CHAPTER V
CATHERINE’S LAST FOUR YEARS, 1506 TO 1510—SKETCH OF HER CHARACTER, DOCTRINE, AND SPIRIT

I. Catherine’s External Interests and Activities up to May 1510. Occasional Slight Deviations from her Old Balance. Immensely Close Interconnection of her whole Mental and Psycho-Physical Nature. Impressions as connected with the Five Senses.

1. Indications of external interests.

Even during the next four years, up to May 1510, we still find various most authentic and clear indications of external interests and activities in Catherine’s life. Thus, on the 21st June 1507, the Protectors of the Hospital address a letter to Don Giacobo Carenzio (who had, as they tell him, been elected Master—Rettore—already fifteen months previously), urging him to come and take up his post; and Catherine, who, as we shall see, was later on variously helped by this Priest, and who cared so much for the Hospital, cannot have remained indifferent to that first election and to this present reminder.

Again on the 6th December 1507, the Protectors, Lorenzo Spinola, Manfredo Fornari, and Emmanuele Fiesco, met in Catherine’s room, and decided, no doubt with her advice and co-operation, to allow another widow-lady and devotee of the Hospital, Brigidina, wife of the late Giacomo Castagneto, to settle within its precincts.[155] Then on 27th November 1508 she makes a Codicil, leaving an additional £25 to Mariola, and a further article of dress to Argentina; and declaring that she is “entirely content” with Don Marabotto’s administration of her monies and charities. Don Cattaneo has then now become her Almoner, and her charitable activity continues large. The document is drawn up by Ettore Vernazza, an unimpeachable witness to Marabotto’s rectitude and exactness.[156]
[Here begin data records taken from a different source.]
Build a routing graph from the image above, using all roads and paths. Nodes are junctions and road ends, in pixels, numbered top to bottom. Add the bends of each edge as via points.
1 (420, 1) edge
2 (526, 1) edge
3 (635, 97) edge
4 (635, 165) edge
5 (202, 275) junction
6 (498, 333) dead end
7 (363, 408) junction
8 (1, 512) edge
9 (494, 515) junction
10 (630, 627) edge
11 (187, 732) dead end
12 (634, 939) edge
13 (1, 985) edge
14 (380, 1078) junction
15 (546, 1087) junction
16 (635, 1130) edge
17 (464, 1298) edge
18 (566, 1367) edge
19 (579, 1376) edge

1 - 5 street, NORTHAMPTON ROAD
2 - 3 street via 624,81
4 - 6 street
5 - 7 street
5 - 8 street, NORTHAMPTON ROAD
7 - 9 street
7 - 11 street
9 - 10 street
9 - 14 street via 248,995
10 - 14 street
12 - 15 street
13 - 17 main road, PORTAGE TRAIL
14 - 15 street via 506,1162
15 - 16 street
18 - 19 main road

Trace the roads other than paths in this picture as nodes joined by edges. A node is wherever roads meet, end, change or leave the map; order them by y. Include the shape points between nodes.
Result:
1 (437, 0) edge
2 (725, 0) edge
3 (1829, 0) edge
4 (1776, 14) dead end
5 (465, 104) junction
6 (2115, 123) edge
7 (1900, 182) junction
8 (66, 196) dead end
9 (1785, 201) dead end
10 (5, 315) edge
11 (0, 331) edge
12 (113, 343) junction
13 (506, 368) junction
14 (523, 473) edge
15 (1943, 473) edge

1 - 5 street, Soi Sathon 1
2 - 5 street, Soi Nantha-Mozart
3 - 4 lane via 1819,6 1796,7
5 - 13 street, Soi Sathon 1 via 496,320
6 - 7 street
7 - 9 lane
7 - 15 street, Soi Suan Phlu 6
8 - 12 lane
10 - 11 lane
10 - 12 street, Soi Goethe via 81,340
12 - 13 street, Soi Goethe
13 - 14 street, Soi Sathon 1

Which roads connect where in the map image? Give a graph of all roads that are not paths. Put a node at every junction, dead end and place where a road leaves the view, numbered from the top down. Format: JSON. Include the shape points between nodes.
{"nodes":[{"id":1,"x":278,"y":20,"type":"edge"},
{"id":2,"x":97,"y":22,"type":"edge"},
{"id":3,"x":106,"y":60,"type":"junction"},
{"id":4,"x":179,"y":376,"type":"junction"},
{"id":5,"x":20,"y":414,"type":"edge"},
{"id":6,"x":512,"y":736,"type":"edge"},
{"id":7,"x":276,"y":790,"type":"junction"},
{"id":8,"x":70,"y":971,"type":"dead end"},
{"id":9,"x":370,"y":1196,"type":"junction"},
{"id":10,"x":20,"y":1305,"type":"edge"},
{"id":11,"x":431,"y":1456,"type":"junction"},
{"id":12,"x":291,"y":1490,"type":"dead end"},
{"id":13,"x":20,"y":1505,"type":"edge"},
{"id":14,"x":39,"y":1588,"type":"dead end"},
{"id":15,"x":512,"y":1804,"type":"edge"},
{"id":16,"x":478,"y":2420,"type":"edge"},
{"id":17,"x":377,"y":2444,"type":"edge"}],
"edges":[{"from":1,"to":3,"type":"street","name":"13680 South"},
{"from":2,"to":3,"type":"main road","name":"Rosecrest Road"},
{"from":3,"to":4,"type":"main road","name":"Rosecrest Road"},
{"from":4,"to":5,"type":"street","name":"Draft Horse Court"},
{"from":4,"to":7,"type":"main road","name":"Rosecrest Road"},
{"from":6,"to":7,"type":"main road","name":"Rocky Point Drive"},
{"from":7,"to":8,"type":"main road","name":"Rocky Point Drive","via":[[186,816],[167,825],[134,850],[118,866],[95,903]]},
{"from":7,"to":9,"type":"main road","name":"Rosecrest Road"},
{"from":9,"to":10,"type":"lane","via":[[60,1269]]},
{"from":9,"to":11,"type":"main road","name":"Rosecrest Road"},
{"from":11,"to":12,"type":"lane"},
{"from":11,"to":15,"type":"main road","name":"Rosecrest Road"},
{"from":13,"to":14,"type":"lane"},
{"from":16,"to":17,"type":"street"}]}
Indeed as late down as 18th March 1509 her long Will of that date shows an admirable persistence of her old attachment for and interest in her surviving brother, niece (the provision for Maria’s possible marriage is particularly careful and detailed), and nephews (the youngest of the latter, Giovanni, is omitted, no doubt because he had now become a Cardinal, with a corresponding income); in Don Marabotto, who retains the same little pension; in her three maids Benedetta, Mariola, and Argentina, all of whose legacies get somewhat increased; and in the fortunes of the Hospital and of Thobia’s mother (she repeats her account of what she has already done for them).[157]

2. Occasional imperfection of judgment.

Yet now at last we can find symptoms of the final break-up of her health, and of an occasional slight or momentary deviation from, or diminution of, her old completeness of balance in both judgment, taste, and feeling,—although even now this occurs only in matters of relatively secondary importance, and but heightens the impressiveness of the still unbroken front which she maintains, in all her fully deliberate acts, with regard to all essential matters. Indeed, it is not difficult to feel, even where one cannot directly trace, in all such acts and matters, a still further deepening of the heroic watchfulness and childlike spontaneity, and of the humility and tender naïveté and creatureliness, of her general tone and attitude.